Data to examine:
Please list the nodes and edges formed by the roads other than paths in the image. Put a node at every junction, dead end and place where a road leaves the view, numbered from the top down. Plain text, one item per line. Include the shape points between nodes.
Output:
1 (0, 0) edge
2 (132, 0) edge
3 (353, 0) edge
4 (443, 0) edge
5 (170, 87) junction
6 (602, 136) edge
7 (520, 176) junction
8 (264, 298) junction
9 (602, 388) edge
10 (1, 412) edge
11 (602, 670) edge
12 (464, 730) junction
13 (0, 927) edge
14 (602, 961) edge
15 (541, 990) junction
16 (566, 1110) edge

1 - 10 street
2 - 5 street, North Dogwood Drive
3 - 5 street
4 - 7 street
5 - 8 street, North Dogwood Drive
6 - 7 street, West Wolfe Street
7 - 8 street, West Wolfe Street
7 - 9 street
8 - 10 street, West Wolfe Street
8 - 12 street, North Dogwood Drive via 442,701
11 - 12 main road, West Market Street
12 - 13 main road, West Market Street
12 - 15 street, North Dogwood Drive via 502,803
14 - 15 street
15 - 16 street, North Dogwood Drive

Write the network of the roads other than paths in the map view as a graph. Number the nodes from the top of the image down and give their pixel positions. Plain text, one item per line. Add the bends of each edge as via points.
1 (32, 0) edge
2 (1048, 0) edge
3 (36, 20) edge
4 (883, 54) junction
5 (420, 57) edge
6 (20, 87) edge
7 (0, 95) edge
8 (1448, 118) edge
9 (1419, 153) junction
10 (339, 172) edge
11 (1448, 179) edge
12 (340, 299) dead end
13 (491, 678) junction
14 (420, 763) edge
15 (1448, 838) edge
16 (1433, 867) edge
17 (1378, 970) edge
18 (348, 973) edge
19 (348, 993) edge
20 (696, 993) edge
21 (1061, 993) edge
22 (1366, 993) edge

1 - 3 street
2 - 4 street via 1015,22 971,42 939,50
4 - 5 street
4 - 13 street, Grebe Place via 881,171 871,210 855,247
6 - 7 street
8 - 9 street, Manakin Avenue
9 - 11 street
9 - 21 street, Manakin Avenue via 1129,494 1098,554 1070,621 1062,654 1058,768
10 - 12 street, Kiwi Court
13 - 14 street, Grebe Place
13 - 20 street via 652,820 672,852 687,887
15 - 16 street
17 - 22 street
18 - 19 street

Assignment:
Transcribe every entry word for word.

Response for this exercise:
Please list the nodes and edges formed by the roads other than paths in the image. Put a node at every junction, dead end and place where a road leaves the view, numbered from the top down. Plain text, one item per line. Include the shape points between nodes.
Output:
1 (0, 0) edge
2 (132, 0) edge
3 (353, 0) edge
4 (443, 0) edge
5 (170, 87) junction
6 (602, 136) edge
7 (520, 176) junction
8 (264, 298) junction
9 (602, 388) edge
10 (1, 412) edge
11 (602, 670) edge
12 (464, 730) junction
13 (0, 927) edge
14 (602, 961) edge
15 (541, 990) junction
16 (566, 1110) edge

1 - 10 street
2 - 5 street, North Dogwood Drive
3 - 5 street
4 - 7 street
5 - 8 street, North Dogwood Drive
6 - 7 street, West Wolfe Street
7 - 8 street, West Wolfe Street
7 - 9 street
8 - 10 street, West Wolfe Street
8 - 12 street, North Dogwood Drive via 442,701
11 - 12 main road, West Market Street
12 - 13 main road, West Market Street
12 - 15 street, North Dogwood Drive via 502,803
14 - 15 street
15 - 16 street, North Dogwood Drive

Write the network of the roads other than paths in the map view as a graph. Number the nodes from the top of the image down and give their pixel positions. Plain text, one item per line. Add the bends of each edge as via points.
1 (32, 0) edge
2 (1048, 0) edge
3 (36, 20) edge
4 (883, 54) junction
5 (420, 57) edge
6 (20, 87) edge
7 (0, 95) edge
8 (1448, 118) edge
9 (1419, 153) junction
10 (339, 172) edge
11 (1448, 179) edge
12 (340, 299) dead end
13 (491, 678) junction
14 (420, 763) edge
15 (1448, 838) edge
16 (1433, 867) edge
17 (1378, 970) edge
18 (348, 973) edge
19 (348, 993) edge
20 (696, 993) edge
21 (1061, 993) edge
22 (1366, 993) edge

1 - 3 street
2 - 4 street via 1015,22 971,42 939,50
4 - 5 street
4 - 13 street, Grebe Place via 881,171 871,210 855,247
6 - 7 street
8 - 9 street, Manakin Avenue
9 - 11 street
9 - 21 street, Manakin Avenue via 1129,494 1098,554 1070,621 1062,654 1058,768
10 - 12 street, Kiwi Court
13 - 14 street, Grebe Place
13 - 20 street via 652,820 672,852 687,887
15 - 16 street
17 - 22 street
18 - 19 street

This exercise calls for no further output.